This article was updated in February, 2017 with new information about both Project Fi and Google Voice.
In January 2017, Google Voice was given the big update many of us using it had been waiting for. A rich user interface with things like threaded messaging and MMS for everyone, as well as a new web interface all worked to make using Google Voice easier. But for some, namely Project Fi users, it put an end to being able to use the app the way we had been using it. And to add a little salt to the wound, we've all been hearing about how Hangouts — the only option for Fi subscribers to use more than one phone — is moving away to become some strange corporate enterprise thing.
If Hangouts morphs into something else, what happens to Fi users who need Google Voice features?
A Project Fi subscriber can no longer have a traditional Google Voice account. Both systems share the same infrastructure, so tying more than one number to the same account isn't possible. Your Project Fi phone number is your Google Voice number and vice versa. Before the update, users with a Project Fi-issued phone number were able to install the Google Voice app on a different phone or a tablet so sending and receiving SMS was available using the Fi number and calls would come in or could be made using the Fi number.
This update takes that option away, leaving Hangouts as the only method to use one number across different devices. And Hangouts is going away, at least as we know it today.
We reached out to Project Fi and heard the same well-intentioned line everyone eventually received; nothing to announce, Google understands the situation, pair of aces in the wrong places and all that. But there is light at the end of the tunnel when we veer away from the official word and look to the unconfirmed but reliable sources.
Google is said to be adding the functionality Project Fi users currently have via Hangouts into the new Google Voice. That could mean a merging of Fi and Google Voice, additional features in the Project Fi app for devices with a different SIM card and phone number, or a fix for Google accounts associated with a Fi account so that they can access the Google Voice app and its features using a Fi number.
Google's messaging strategy is an unknown and can be confusing. Still, we expect they have some plan in mind for folks paying them to use Project Fi. Google Voice has been a favorite for many since it was Grand Central and is still a great way to have a second number or use the same number everywhere. We hope it stays that way.
The original text of the article follows below.

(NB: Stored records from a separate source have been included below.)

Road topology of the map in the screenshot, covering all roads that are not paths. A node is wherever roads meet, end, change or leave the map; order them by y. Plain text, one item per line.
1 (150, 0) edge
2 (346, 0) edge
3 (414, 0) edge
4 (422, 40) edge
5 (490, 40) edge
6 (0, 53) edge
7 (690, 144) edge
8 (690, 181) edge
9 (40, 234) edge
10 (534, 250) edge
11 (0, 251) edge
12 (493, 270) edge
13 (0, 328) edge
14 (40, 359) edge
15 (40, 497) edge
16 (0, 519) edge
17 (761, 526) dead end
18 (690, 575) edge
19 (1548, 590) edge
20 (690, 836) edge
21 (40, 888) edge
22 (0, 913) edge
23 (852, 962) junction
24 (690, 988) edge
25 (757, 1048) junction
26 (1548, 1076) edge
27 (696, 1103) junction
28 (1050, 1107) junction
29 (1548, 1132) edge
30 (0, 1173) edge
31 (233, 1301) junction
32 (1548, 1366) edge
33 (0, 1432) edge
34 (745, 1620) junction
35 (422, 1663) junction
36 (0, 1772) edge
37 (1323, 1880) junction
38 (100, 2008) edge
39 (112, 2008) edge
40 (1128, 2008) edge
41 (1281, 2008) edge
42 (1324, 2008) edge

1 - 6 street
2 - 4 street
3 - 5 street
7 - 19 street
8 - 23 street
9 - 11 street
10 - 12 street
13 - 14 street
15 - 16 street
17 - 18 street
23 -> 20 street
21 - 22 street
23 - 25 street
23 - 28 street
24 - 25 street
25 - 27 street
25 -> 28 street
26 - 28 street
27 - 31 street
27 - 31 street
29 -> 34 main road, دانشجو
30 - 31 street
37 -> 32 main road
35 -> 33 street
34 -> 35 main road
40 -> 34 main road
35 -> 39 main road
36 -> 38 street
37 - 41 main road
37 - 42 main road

News that Google was finally pushing Project Fi invites to a handful of people led to a whole lot of users asking those lucky enough to get in on the action what the experience was like. In doing so, a screenshot appeared that suggested using Project Fi meant destroying your Google Voice account. The dialogue box from the screenshot explains you can either bring your Google Voice number over to Project Fi, or you can use a different number with a caveat explaining your current Voice number will be released if you go with a different number.
If all you know about Project Fi and Google Voice comes from that one screenshot, there'd be plenty of reason to be concerned. Fortunately, after a quick chat with the folks at Google, we know things aren't nearly as dire as they seem.
Project Fi uses the same infrastructure as Google Voice, and all of those features follow with you from Google Voice to Project Fi.
The first thing you need to know about Project Fi is how the system is built to function. Fi operates on a special hybrid network that allows users to move seamlessly between Wifi, T-Mobile, and Sprint networks, with unique pricing that lets you pay for what you use and not a penny more. The service also lets you use your Fi number on devices that aren't connected to the Fi network. You can use your Fi number to make calls, send SMS, and access call forwarding and voicemail transcripts on anything running Google Hangouts, including your desktop.
Sound familiar? That's because Project Fi uses the same infrastructure as Google Voice, and all of those features follow with you from Google Voice to Project Fi.
Google Voice isn't being destroyed by this new service, it's growing up and becoming Project Fi. You have the same features that work the same way, with the added bonus of being able to use the Project Fi mobile carrier service if you choose. Remember, Project Fi is month to month, so you can jump on and off the service as you please. More importantly, Google has confirmed users who stop using Fi will be able to continue using the Google Voice features in Hangouts, only now it'll be called Project Fi when setting it up on new devices. If you want access to your old Google Voice information, like call history and old voicemail, there's a button to do exactly that inside the Project Fi web interface.
So relax, Google isn't taking Voice from you. If anything, Google is doing what folks have been begging them to do for well over a year now by bringing Voice into the modern era and tacking new features onto it. If you're only casually interested in Fi and don't want to move your Voice account over, you can use another Gmail account and get a fresh number generated. Otherwise, sit back and enjoy the ride.